Make an exact copy of all the records that follow, apart from the pictures.
= = = = =
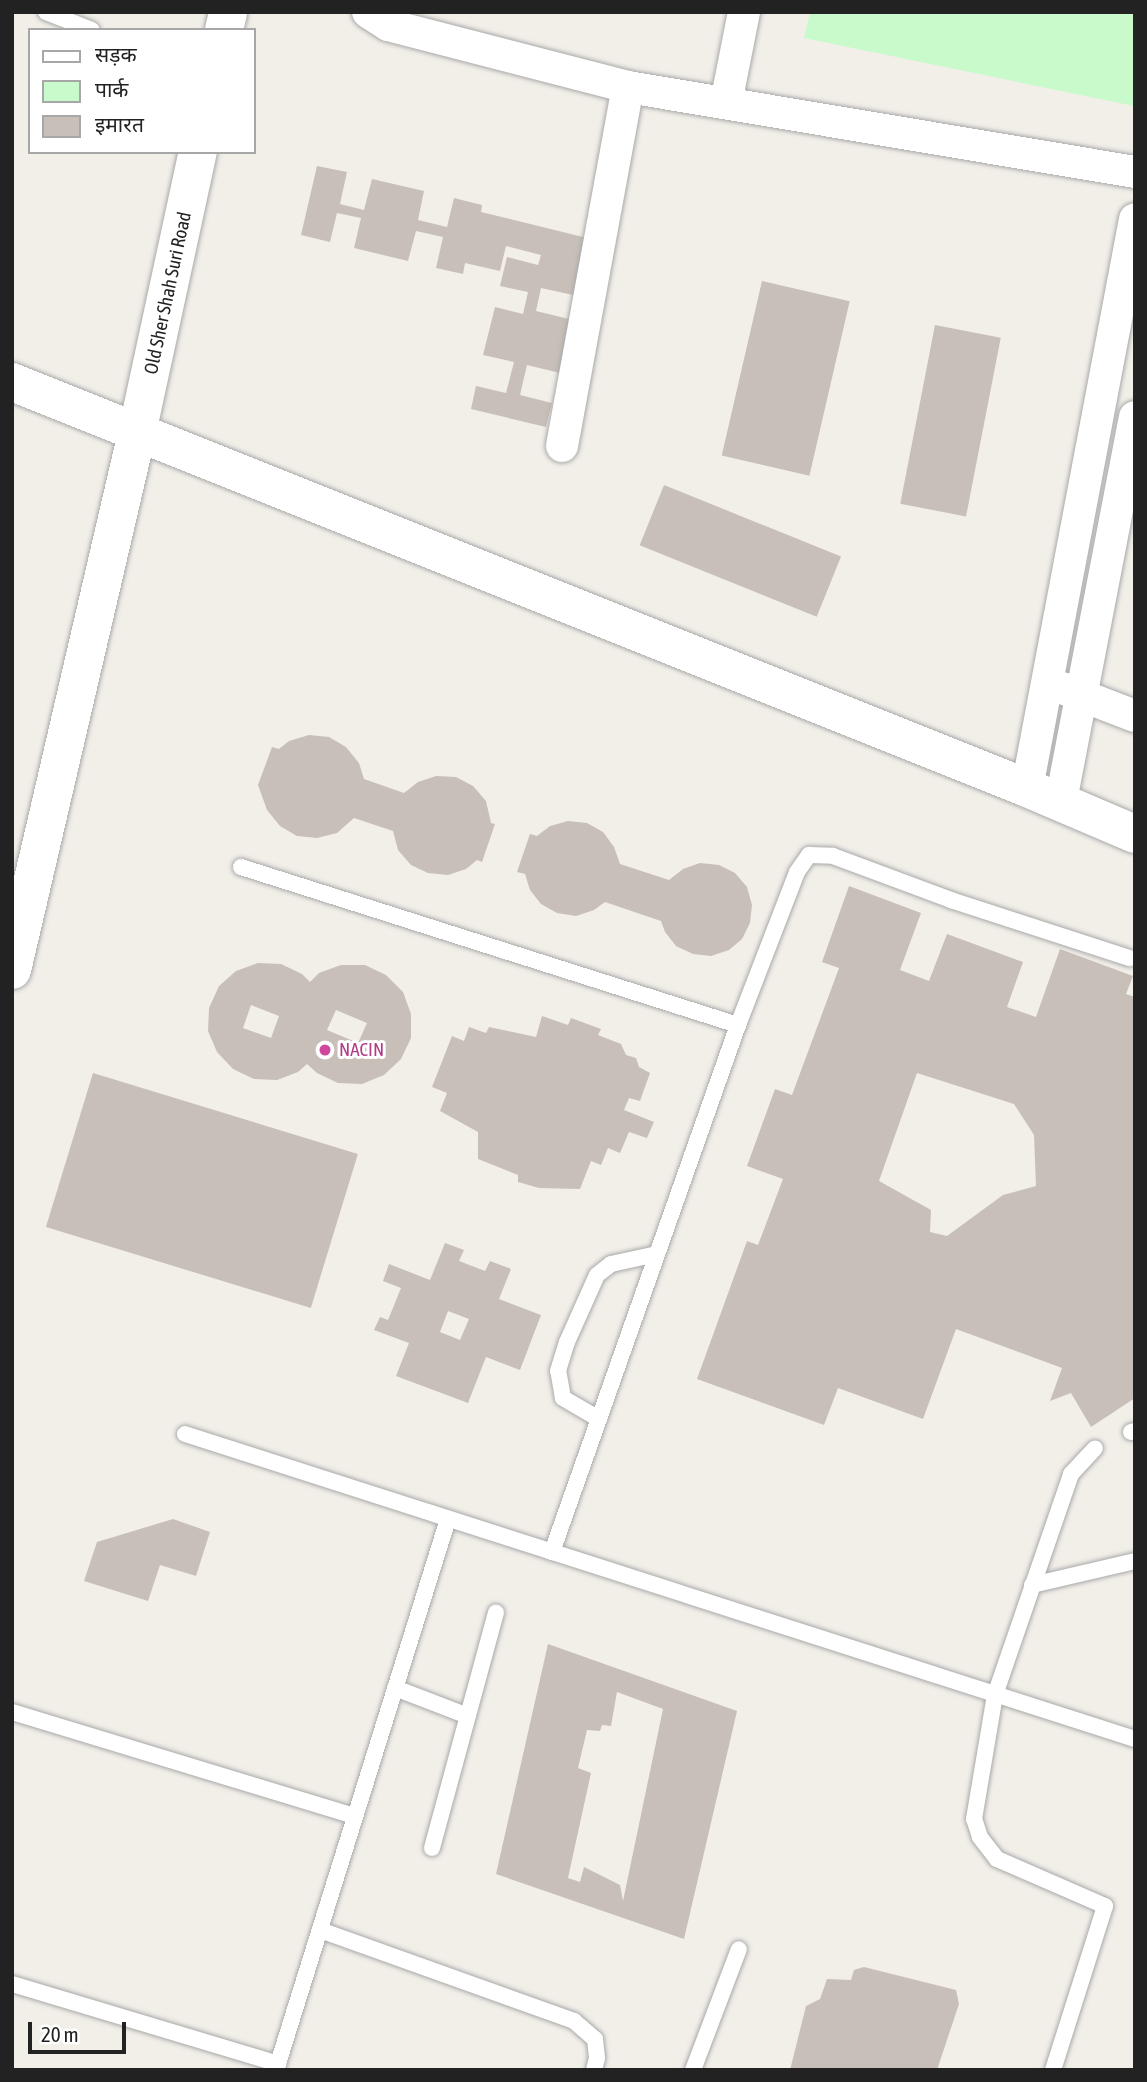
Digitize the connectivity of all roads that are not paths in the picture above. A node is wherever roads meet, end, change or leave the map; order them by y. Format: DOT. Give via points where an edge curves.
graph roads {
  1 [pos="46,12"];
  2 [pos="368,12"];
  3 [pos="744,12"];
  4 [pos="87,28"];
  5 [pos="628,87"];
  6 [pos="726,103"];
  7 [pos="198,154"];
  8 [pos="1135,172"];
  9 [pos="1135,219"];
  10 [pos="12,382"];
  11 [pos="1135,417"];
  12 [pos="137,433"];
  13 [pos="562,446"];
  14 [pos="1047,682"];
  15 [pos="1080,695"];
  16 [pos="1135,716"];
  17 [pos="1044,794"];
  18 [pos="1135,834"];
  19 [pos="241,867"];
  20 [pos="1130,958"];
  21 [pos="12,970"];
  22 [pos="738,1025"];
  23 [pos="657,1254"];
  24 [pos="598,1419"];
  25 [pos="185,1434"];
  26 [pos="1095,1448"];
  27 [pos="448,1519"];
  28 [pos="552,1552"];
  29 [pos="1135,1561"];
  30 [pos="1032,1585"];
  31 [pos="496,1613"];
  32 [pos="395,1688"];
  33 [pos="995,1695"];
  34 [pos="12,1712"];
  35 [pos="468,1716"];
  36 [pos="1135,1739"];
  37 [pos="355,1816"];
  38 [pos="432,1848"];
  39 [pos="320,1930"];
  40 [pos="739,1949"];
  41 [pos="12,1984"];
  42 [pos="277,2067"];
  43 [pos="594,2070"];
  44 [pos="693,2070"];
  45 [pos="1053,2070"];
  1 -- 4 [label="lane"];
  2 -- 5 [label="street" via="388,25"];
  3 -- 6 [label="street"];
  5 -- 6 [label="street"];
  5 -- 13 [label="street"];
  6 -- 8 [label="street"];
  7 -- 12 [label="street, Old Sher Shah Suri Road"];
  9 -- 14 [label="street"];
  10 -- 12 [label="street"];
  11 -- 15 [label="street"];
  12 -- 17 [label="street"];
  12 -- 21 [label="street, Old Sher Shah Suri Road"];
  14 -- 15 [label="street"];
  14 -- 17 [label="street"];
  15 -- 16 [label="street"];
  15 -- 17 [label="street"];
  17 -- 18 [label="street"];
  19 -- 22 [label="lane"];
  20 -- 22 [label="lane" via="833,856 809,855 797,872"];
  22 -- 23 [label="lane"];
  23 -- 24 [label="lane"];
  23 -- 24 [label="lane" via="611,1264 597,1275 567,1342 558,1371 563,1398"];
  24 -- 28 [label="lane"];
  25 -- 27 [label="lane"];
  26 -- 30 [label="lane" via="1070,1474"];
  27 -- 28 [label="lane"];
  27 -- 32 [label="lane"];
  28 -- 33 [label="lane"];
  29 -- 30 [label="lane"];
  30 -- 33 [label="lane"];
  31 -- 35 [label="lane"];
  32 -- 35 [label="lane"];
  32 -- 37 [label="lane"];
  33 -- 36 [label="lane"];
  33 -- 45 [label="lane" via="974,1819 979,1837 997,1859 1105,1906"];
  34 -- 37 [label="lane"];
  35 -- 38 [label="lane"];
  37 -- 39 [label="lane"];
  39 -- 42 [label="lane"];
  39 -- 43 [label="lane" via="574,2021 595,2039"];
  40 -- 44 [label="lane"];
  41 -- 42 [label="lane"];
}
= = = = =
Your solution:
Digitize the connectivity of all roads that are not paths in the picture above. A node is wherever roads meet, end, change or leave the map; order them by y. Format: DOT. Give via points where an edge curves.
graph roads {
  1 [pos="46,12"];
  2 [pos="368,12"];
  3 [pos="744,12"];
  4 [pos="87,28"];
  5 [pos="628,87"];
  6 [pos="726,103"];
  7 [pos="198,154"];
  8 [pos="1135,172"];
  9 [pos="1135,219"];
  10 [pos="12,382"];
  11 [pos="1135,417"];
  12 [pos="137,433"];
  13 [pos="562,446"];
  14 [pos="1047,682"];
  15 [pos="1080,695"];
  16 [pos="1135,716"];
  17 [pos="1044,794"];
  18 [pos="1135,834"];
  19 [pos="241,867"];
  20 [pos="1130,958"];
  21 [pos="12,970"];
  22 [pos="738,1025"];
  23 [pos="657,1254"];
  24 [pos="598,1419"];
  25 [pos="185,1434"];
  26 [pos="1095,1448"];
  27 [pos="448,1519"];
  28 [pos="552,1552"];
  29 [pos="1135,1561"];
  30 [pos="1032,1585"];
  31 [pos="496,1613"];
  32 [pos="395,1688"];
  33 [pos="995,1695"];
  34 [pos="12,1712"];
  35 [pos="468,1716"];
  36 [pos="1135,1739"];
  37 [pos="355,1816"];
  38 [pos="432,1848"];
  39 [pos="320,1930"];
  40 [pos="739,1949"];
  41 [pos="12,1984"];
  42 [pos="277,2067"];
  43 [pos="594,2070"];
  44 [pos="693,2070"];
  45 [pos="1053,2070"];
  1 -- 4 [label="lane"];
  2 -- 5 [label="street" via="388,25"];
  3 -- 6 [label="street"];
  5 -- 6 [label="street"];
  5 -- 13 [label="street"];
  6 -- 8 [label="street"];
  7 -- 12 [label="street, Old Sher Shah Suri Road"];
  9 -- 14 [label="street"];
  10 -- 12 [label="street"];
  11 -- 15 [label="street"];
  12 -- 17 [label="street"];
  12 -- 21 [label="street, Old Sher Shah Suri Road"];
  14 -- 15 [label="street"];
  14 -- 17 [label="street"];
  15 -- 16 [label="street"];
  15 -- 17 [label="street"];
  17 -- 18 [label="street"];
  19 -- 22 [label="lane"];
  20 -- 22 [label="lane" via="833,856 809,855 797,872"];
  22 -- 23 [label="lane"];
  23 -- 24 [label="lane"];
  23 -- 24 [label="lane" via="611,1264 597,1275 567,1342 558,1371 563,1398"];
  24 -- 28 [label="lane"];
  25 -- 27 [label="lane"];
  26 -- 30 [label="lane" via="1070,1474"];
  27 -- 28 [label="lane"];
  27 -- 32 [label="lane"];
  28 -- 33 [label="lane"];
  29 -- 30 [label="lane"];
  30 -- 33 [label="lane"];
  31 -- 35 [label="lane"];
  32 -- 35 [label="lane"];
  32 -- 37 [label="lane"];
  33 -- 36 [label="lane"];
  33 -- 45 [label="lane" via="974,1819 979,1837 997,1859 1105,1906"];
  34 -- 37 [label="lane"];
  35 -- 38 [label="lane"];
  37 -- 39 [label="lane"];
  39 -- 42 [label="lane"];
  39 -- 43 [label="lane" via="574,2021 595,2039"];
  40 -- 44 [label="lane"];
  41 -- 42 [label="lane"];
}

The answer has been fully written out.